Both darling daughters, quite accustomed to a distinctly bizarre mother who had subjected them to Titanic, Jack the Ripper, vampires, and other un-matronly passions over the years, without demur and without a whimper acquiesced, and their little friends who only went to Little League games and Sunday School thought it all very “cool, dude.” Even Old Jack (our antediluvian white gelding) came in for his share of glory as the vehicle upon which Mr. Cunningham rode down our dirt lane to raise the alarm. Animals are always a plus in any cinematic production.
And what are friends for if not to take advantage of? Our piano teacher, Mrs. Lillian Fessenden, donned the spinsterish garb of Alice Russell. Good friend and vocal teacher, Ms. Carol Fiske, clothed herself in the black gown and hat of Adelaide Churchill, complete with her downstreet ensemble of gloves and parasol. Deborah Valentine was resplendent in her Irish maid costume as Bridget Sullivan, along with Ed Thibault as Andrew with beard grown out especially for the spectacle. I was admirably wide fannyed and convincing as Abby, and even Len allowed himself to be “shot” from the back in a cameo as Dr. Bowen. Barbara MacDonald, in true diva fashion without audition, had declared herself the only possible candidate for the leading lady, and had cajoled a willing New Bedford seamstress into producing a most remarkable Lizzie wardrobe.

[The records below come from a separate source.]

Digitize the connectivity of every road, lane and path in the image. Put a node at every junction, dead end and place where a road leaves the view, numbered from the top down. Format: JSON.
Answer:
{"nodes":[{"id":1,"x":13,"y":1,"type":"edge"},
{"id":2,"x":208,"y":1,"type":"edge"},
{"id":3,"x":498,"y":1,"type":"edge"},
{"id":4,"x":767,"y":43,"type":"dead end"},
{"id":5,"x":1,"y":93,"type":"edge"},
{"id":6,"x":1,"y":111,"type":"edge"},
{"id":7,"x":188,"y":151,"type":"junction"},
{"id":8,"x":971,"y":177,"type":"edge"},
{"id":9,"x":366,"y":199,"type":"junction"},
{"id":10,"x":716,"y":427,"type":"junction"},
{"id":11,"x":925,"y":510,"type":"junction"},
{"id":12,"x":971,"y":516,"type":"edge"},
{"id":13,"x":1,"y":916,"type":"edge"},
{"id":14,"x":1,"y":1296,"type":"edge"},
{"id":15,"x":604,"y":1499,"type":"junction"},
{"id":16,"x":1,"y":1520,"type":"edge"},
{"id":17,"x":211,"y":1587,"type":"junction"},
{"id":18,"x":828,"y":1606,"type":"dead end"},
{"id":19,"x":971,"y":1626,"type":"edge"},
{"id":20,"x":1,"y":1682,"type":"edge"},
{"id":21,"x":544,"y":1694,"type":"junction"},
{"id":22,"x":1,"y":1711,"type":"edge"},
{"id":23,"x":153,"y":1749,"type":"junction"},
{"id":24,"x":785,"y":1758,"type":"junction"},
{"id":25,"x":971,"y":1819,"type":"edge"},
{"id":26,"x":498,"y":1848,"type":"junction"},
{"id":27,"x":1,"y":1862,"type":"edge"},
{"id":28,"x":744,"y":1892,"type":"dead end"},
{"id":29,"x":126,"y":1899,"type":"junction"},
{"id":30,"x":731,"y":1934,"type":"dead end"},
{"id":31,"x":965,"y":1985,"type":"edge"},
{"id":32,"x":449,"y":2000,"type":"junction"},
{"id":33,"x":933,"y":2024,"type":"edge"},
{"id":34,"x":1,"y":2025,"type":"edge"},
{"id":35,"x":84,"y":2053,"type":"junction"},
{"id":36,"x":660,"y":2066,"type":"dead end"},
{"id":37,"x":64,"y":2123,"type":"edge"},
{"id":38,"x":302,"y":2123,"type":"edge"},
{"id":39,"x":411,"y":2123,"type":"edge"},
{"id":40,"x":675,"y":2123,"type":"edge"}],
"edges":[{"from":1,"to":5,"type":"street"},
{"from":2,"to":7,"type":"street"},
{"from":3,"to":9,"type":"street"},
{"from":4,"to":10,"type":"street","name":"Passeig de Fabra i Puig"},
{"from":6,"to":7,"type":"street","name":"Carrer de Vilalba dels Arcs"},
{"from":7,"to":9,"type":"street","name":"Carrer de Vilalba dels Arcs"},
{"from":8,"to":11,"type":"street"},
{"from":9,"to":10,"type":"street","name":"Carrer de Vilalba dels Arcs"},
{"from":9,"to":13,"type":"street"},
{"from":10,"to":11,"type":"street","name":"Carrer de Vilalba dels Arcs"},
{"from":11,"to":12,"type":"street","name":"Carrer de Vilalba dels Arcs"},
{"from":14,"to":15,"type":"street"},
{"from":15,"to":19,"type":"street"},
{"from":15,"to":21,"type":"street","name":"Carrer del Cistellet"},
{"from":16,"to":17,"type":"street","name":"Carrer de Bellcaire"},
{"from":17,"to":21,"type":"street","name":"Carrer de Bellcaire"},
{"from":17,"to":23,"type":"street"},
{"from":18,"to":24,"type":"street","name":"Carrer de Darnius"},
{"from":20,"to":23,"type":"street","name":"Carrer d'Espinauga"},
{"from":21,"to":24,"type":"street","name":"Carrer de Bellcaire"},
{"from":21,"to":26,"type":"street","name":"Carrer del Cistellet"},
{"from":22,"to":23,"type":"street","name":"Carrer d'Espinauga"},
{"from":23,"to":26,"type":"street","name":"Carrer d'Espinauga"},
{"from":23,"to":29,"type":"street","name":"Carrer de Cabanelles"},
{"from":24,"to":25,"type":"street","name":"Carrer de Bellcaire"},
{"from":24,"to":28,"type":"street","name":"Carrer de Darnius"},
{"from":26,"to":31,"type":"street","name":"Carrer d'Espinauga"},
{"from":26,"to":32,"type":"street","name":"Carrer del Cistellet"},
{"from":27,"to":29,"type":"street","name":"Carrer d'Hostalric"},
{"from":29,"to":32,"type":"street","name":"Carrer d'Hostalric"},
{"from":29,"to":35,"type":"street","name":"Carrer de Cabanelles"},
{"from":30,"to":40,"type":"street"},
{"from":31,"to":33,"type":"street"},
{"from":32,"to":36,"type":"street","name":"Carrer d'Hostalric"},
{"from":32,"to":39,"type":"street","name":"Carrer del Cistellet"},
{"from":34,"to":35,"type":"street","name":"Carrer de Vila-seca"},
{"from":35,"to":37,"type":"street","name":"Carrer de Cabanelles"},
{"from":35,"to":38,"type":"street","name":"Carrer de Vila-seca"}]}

The summer day of production dawned bright and sunny, and quite possibly as warm as the original. Without a rehearsal, our lines had to be learned scene by scene, with little cheat sheets tacked up in convenient places like foreheads, saucers, and light fixtures, or palmed inconspicuously in moist hands. The hardest part was trying not to crack up while delivering a powerful line like “I can get water from the barn if you want to lock the door Lizzie.” After Ed and I had been summarily dispatched by the hatchet to the Other Side of the Veil, we laughed uncontrollably beneath our stifling blood-soaked sheets as we lay like filleted codfish on the dining room table. My long-suffering spouse, retuning from Navy Reserves, paused momentarily in the doorway, called out plaintively for his dinner as I lay oozing beneath the cloth, and then continued onward without further interest into his man cave to watch the Red Sox as if this were an everyday occurrence. Men.
With compelling if hammy still shots, re-shoots, artsy camera angles, mad improvisations, Wild West antics on horseback, and countless “takes” on scenes where we simply forgot the lines or burst into fits of hysterical giggling, the filming took most of the day. As the sun set in the west, we collapsed over refreshments which included many attempts at fashioning pears into various forms of edibles, not all a total Martha Stewart success.
Exhausted but entirely pleased with ourselves, the crew piled into cars and returned to Fall River, richer for the experience, if not ready for the Hollywood A List. Ken edited and tweaked the raw footage into a semblance of a blockbuster, added an Enya soundtrack and removed all the color to reproduce an Alfred Hitchcock effect. Our official premiere was at the Down Under Aussie pub during the Lizzie Expo in 1994 to a captivated audience. And now, there’s that other version to consider. . . . and August is here again.